Product certifications are the most reliable tool for selecting low-emission materials. The principal schemes include: Eurofins Indoor Air Comfort Gold (the most stringent: emission chamber testing to ISO 16000, with limits for over 200 individual substances), GreenGuard Gold (UL 2818: widely used in the United States, requiring TVOC below 220 micrograms per cubic metre and HCHO below 7.3 micrograms per cubic metre), Blue Angel (Der Blaue Engel) (Germany: over 12,000 products certified, of which 2,500+ are construction products), and Finnish M1 (Finland: three-level emission classification, M1 = best: TVOC below 200 micrograms per cubic metre, HCHO below 50 micrograms per cubic metre at 4 weeks). LEED v4.1 awards EQc2 credits for using products with these certifications on at least 75% of interior surfaces.

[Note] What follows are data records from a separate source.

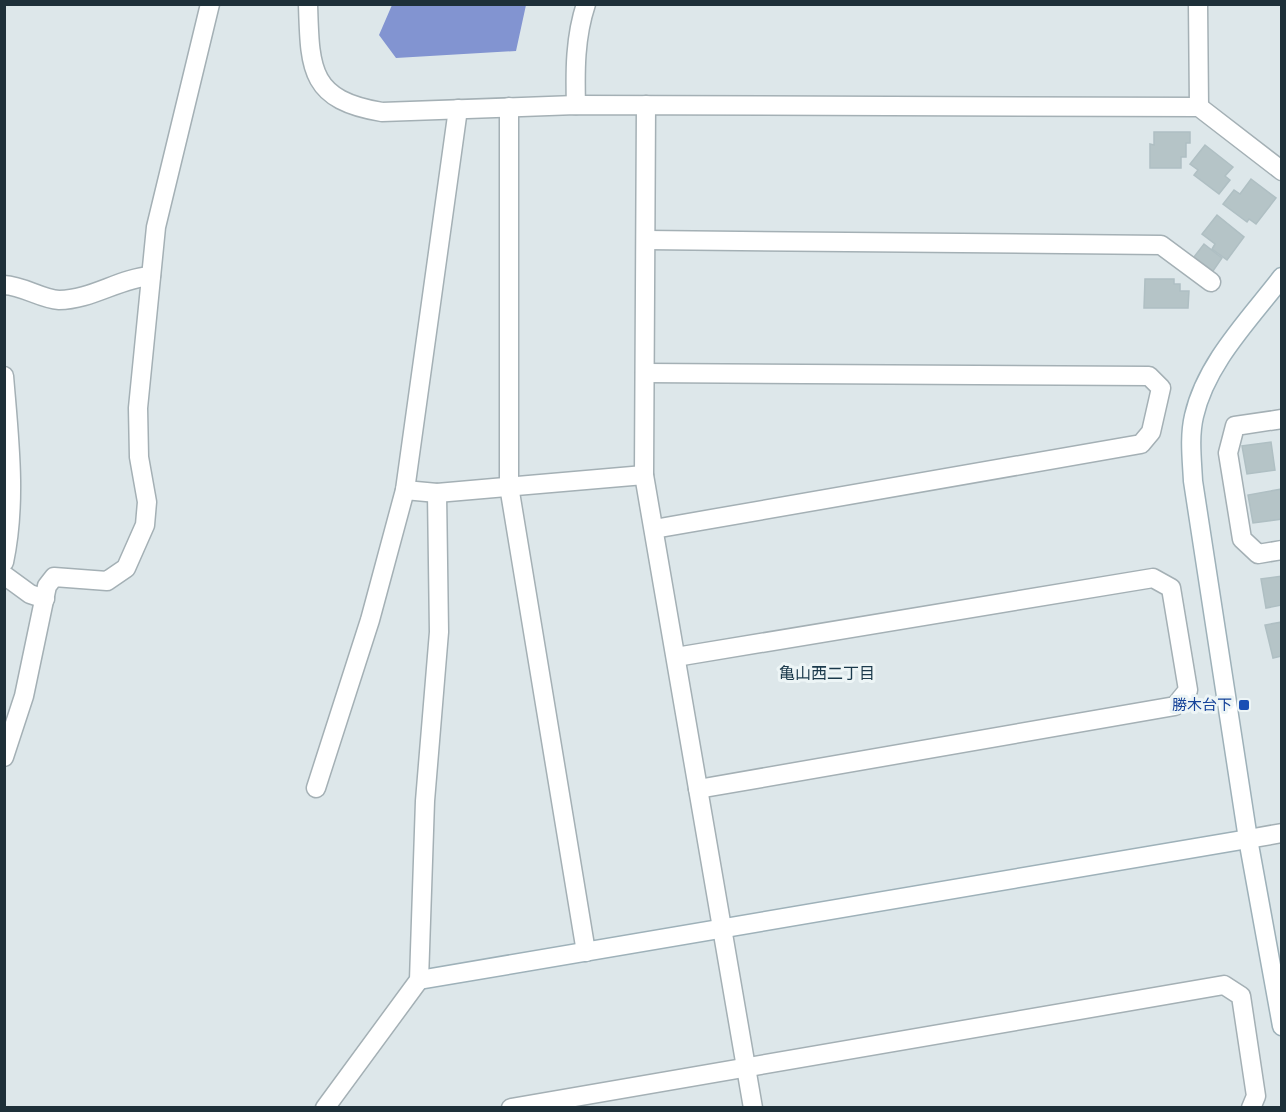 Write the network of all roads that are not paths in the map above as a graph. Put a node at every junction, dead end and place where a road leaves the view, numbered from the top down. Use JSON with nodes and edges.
{"nodes":[{"id":1,"x":210,"y":4,"type":"edge"},
{"id":2,"x":308,"y":4,"type":"edge"},
{"id":3,"x":586,"y":4,"type":"edge"},
{"id":4,"x":1198,"y":4,"type":"edge"},
{"id":5,"x":576,"y":105,"type":"junction"},
{"id":6,"x":646,"y":105,"type":"junction"},
{"id":7,"x":509,"y":107,"type":"junction"},
{"id":8,"x":1199,"y":107,"type":"junction"},
{"id":9,"x":458,"y":109,"type":"junction"},
{"id":10,"x":1281,"y":171,"type":"edge"},
{"id":11,"x":646,"y":240,"type":"junction"},
{"id":12,"x":151,"y":276,"type":"junction"},
{"id":13,"x":1281,"y":277,"type":"edge"},
{"id":14,"x":1211,"y":282,"type":"dead end"},
{"id":15,"x":4,"y":285,"type":"edge"},
{"id":16,"x":645,"y":373,"type":"junction"},
{"id":17,"x":4,"y":376,"type":"edge"},
{"id":18,"x":1281,"y":419,"type":"edge"},
{"id":19,"x":644,"y":475,"type":"junction"},
{"id":20,"x":509,"y":486,"type":"junction"},
{"id":21,"x":405,"y":490,"type":"junction"},
{"id":22,"x":437,"y":493,"type":"junction"},
{"id":23,"x":654,"y":529,"type":"junction"},
{"id":24,"x":1281,"y":550,"type":"edge"},
{"id":25,"x":4,"y":562,"type":"edge"},
{"id":26,"x":4,"y":575,"type":"edge"},
{"id":27,"x":45,"y":599,"type":"junction"},
{"id":28,"x":675,"y":657,"type":"junction"},
{"id":29,"x":4,"y":757,"type":"edge"},
{"id":30,"x":316,"y":788,"type":"dead end"},
{"id":31,"x":698,"y":789,"type":"junction"},
{"id":32,"x":1281,"y":833,"type":"edge"},
{"id":33,"x":1248,"y":839,"type":"junction"},
{"id":34,"x":722,"y":928,"type":"junction"},
{"id":35,"x":586,"y":952,"type":"junction"},
{"id":36,"x":419,"y":980,"type":"junction"},
{"id":37,"x":1281,"y":1026,"type":"edge"},
{"id":38,"x":746,"y":1067,"type":"junction"},
{"id":39,"x":325,"y":1107,"type":"edge"},
{"id":40,"x":511,"y":1107,"type":"edge"},
{"id":41,"x":753,"y":1107,"type":"edge"},
{"id":42,"x":1251,"y":1107,"type":"edge"}],
"edges":[{"from":1,"to":12,"type":"street"},
{"from":2,"to":9,"type":"street"},
{"from":3,"to":5,"type":"street"},
{"from":4,"to":8,"type":"street"},
{"from":5,"to":6,"type":"street"},
{"from":5,"to":7,"type":"street"},
{"from":6,"to":8,"type":"street"},
{"from":6,"to":11,"type":"street"},
{"from":7,"to":9,"type":"street"},
{"from":7,"to":20,"type":"street"},
{"from":8,"to":10,"type":"street"},
{"from":9,"to":21,"type":"street"},
{"from":11,"to":14,"type":"street"},
{"from":11,"to":16,"type":"street"},
{"from":12,"to":15,"type":"street"},
{"from":12,"to":27,"type":"street"},
{"from":13,"to":33,"type":"street"},
{"from":16,"to":19,"type":"street"},
{"from":16,"to":23,"type":"street"},
{"from":17,"to":25,"type":"street"},
{"from":18,"to":24,"type":"street"},
{"from":19,"to":20,"type":"street"},
{"from":19,"to":23,"type":"street"},
{"from":20,"to":22,"type":"street"},
{"from":20,"to":35,"type":"street"},
{"from":21,"to":22,"type":"street"},
{"from":21,"to":30,"type":"street"},
{"from":22,"to":36,"type":"street"},
{"from":23,"to":28,"type":"street"},
{"from":26,"to":27,"type":"street"},
{"from":27,"to":29,"type":"street"},
{"from":28,"to":31,"type":"street"},
{"from":28,"to":31,"type":"street"},
{"from":31,"to":34,"type":"street"},
{"from":32,"to":33,"type":"street"},
{"from":33,"to":34,"type":"street"},
{"from":33,"to":37,"type":"street"},
{"from":34,"to":35,"type":"street"},
{"from":34,"to":38,"type":"street"},
{"from":35,"to":36,"type":"street"},
{"from":36,"to":39,"type":"street"},
{"from":38,"to":40,"type":"street"},
{"from":38,"to":41,"type":"street"},
{"from":38,"to":42,"type":"street"}]} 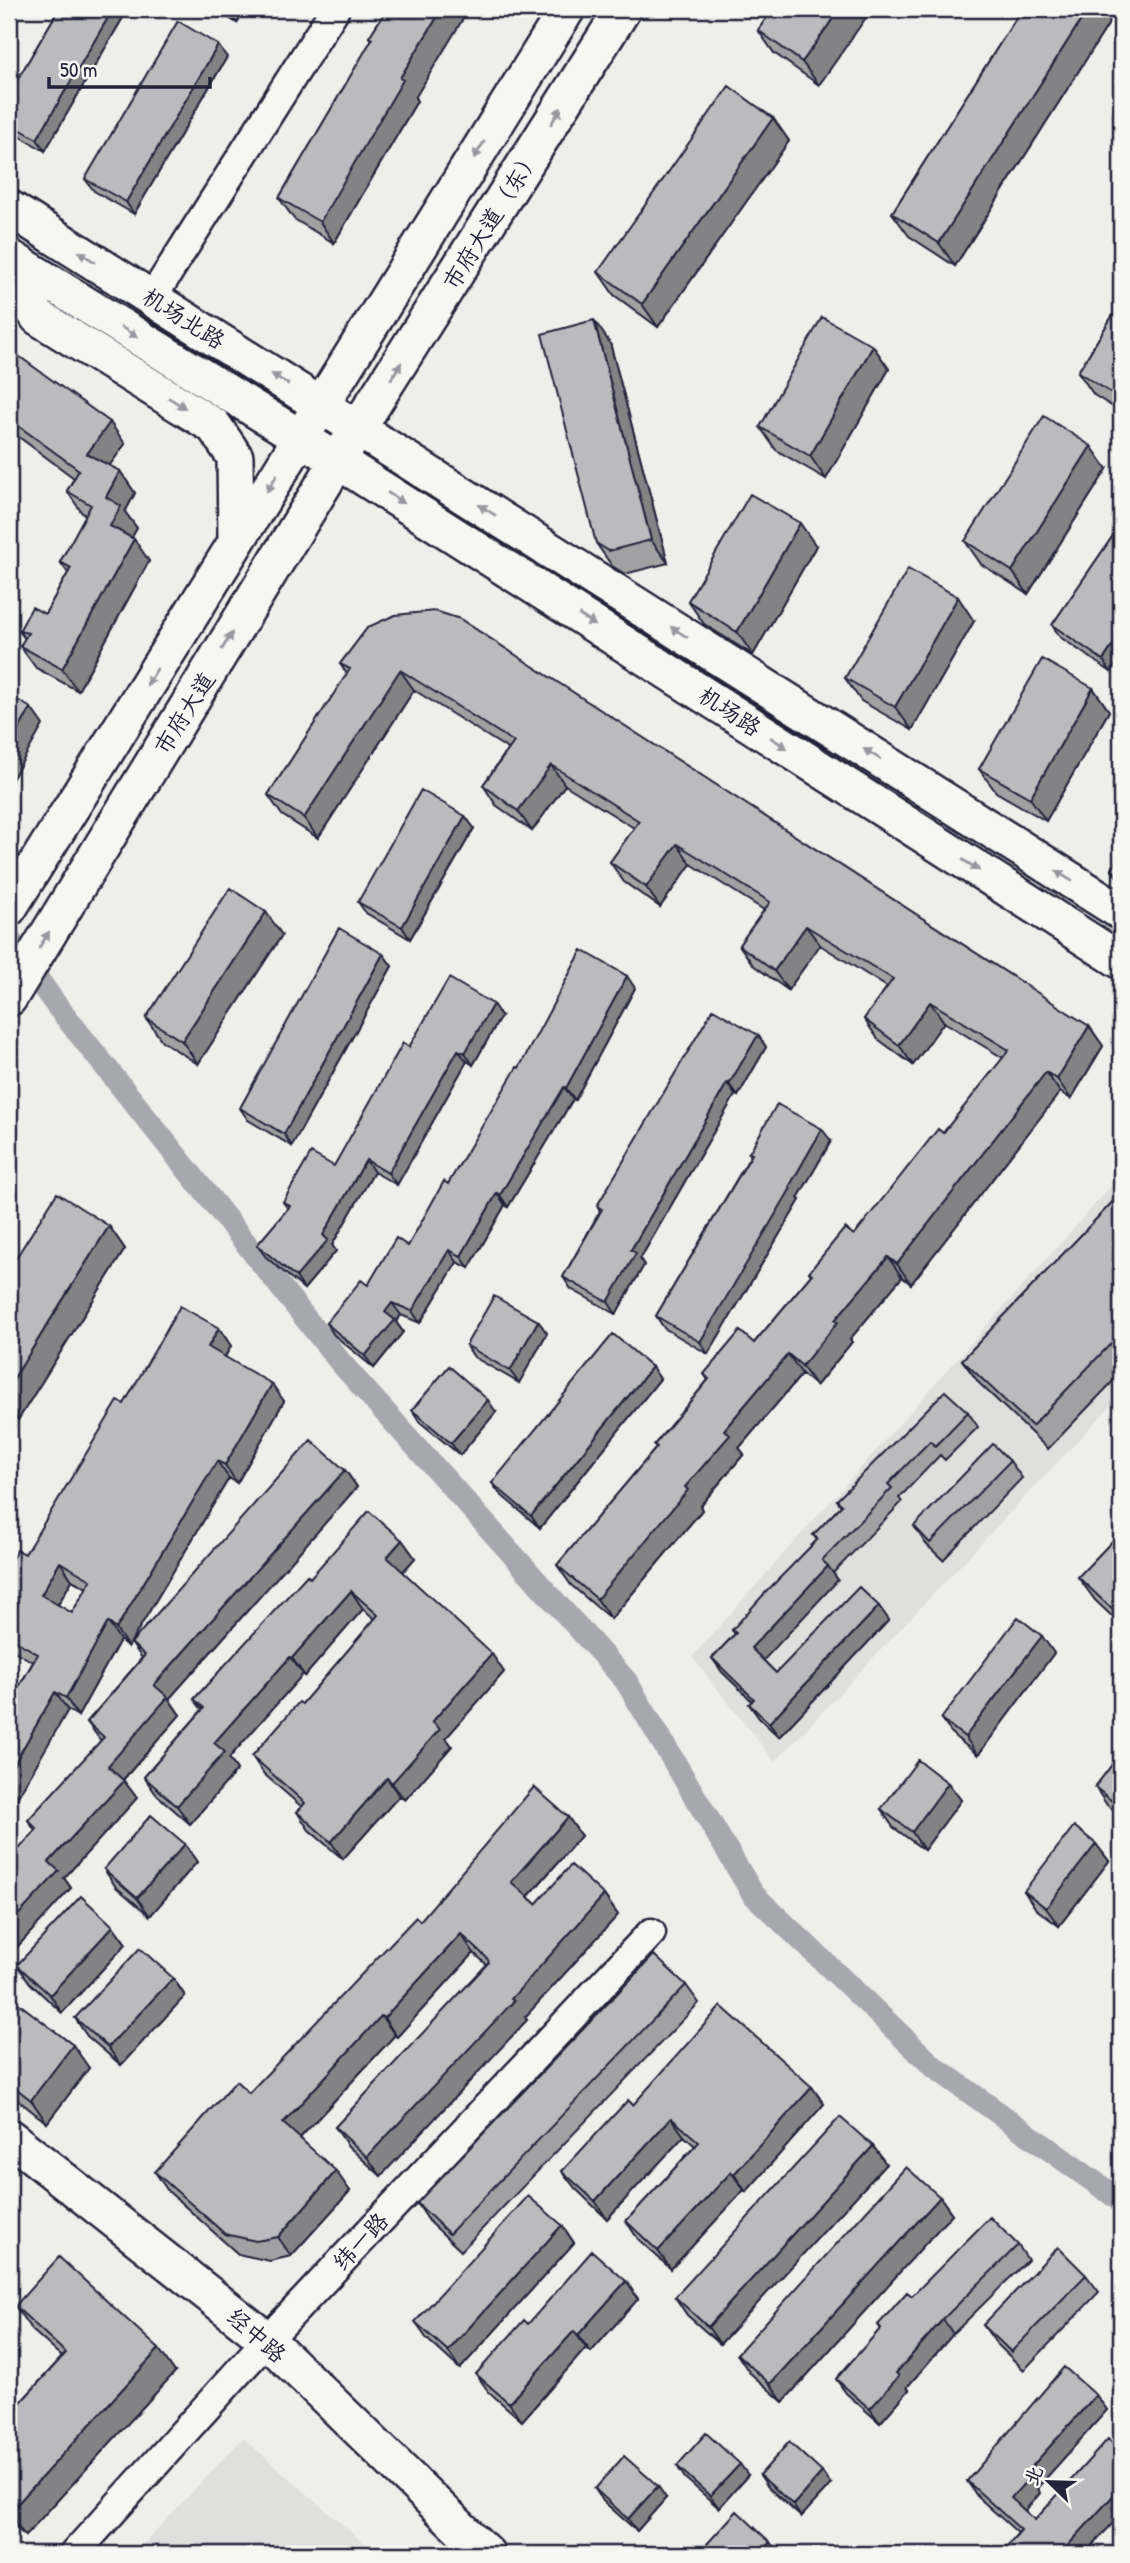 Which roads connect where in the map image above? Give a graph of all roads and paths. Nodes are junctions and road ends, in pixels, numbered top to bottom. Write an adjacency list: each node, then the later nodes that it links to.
1 (335, 9): 7 (street)
2 (567, 9): 8 (main road, 市府大道（东）, one-way to 8)
3 (623, 9): 9 (main road, 市府大道（东）, one-way to 3)
4 (9, 208): 7 (main road, 机场北路, one-way to 4)
5 (9, 257): 10 (main road, 机场北路, one-way to 10)
6 (9, 273): 12 (main road, one-way to 12)
7 (152, 298): 8 (main road, 机场北路, one-way to 7)
8 (322, 405): 9 (main road, 机场北路); 10 (main road, 市府大道)
9 (358, 428): 11 (main road, 市府大道); 14 (main road, 机场路, one-way to 9)
10 (300, 437): 11 (main road, 机场北路); 12 (main road, 市府大道, one-way to 12)
11 (338, 461): 15 (main road, 机场路, one-way to 15); 16 (main road, 市府大道, one-way to 11)
12 (236, 541): 13 (main road, 市府大道, one-way to 13)
13 (9, 908)
14 (1121, 912)
15 (1121, 961)
16 (9, 998)
17 (651, 1933): 19 (street, 纬一路)
18 (9, 2137): 19 (main road, 经中路)
19 (267, 2340): 20 (street, 纬一路); 21 (main road, 经中路)
20 (74, 2554)
21 (487, 2554)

Post-occupancy monitoring verifies that actual conditions meet design intent. IoT indoor air quality sensors (cost 100-500 EUR per sensor, networks of 1 sensor per 50-100 m2) continuously measure: CO2, TVOC, PM2.5, temperature and humidity, with data transmitted to cloud platforms for analysis and alerts. The correlation between CO2 concentration and cognitive performance is well documented: a study by the Harvard T.H. Chan School of Public Health (Allen et al., 2016) demonstrated that occupant cognitive scores increased by 61% when CO2 concentration dropped from 1,400 ppm to 600 ppm, and by 101% when TVOC was simultaneously reduced from 500 micrograms per cubic metre to 50 micrograms per cubic metre. Materials and techniques to prevent indoor air pollution are an investment in health, productivity and property value: WELL-certified buildings achieve rental premiums of 4-10% and occupancy rates 3-5% above the market average (JLL, 2023).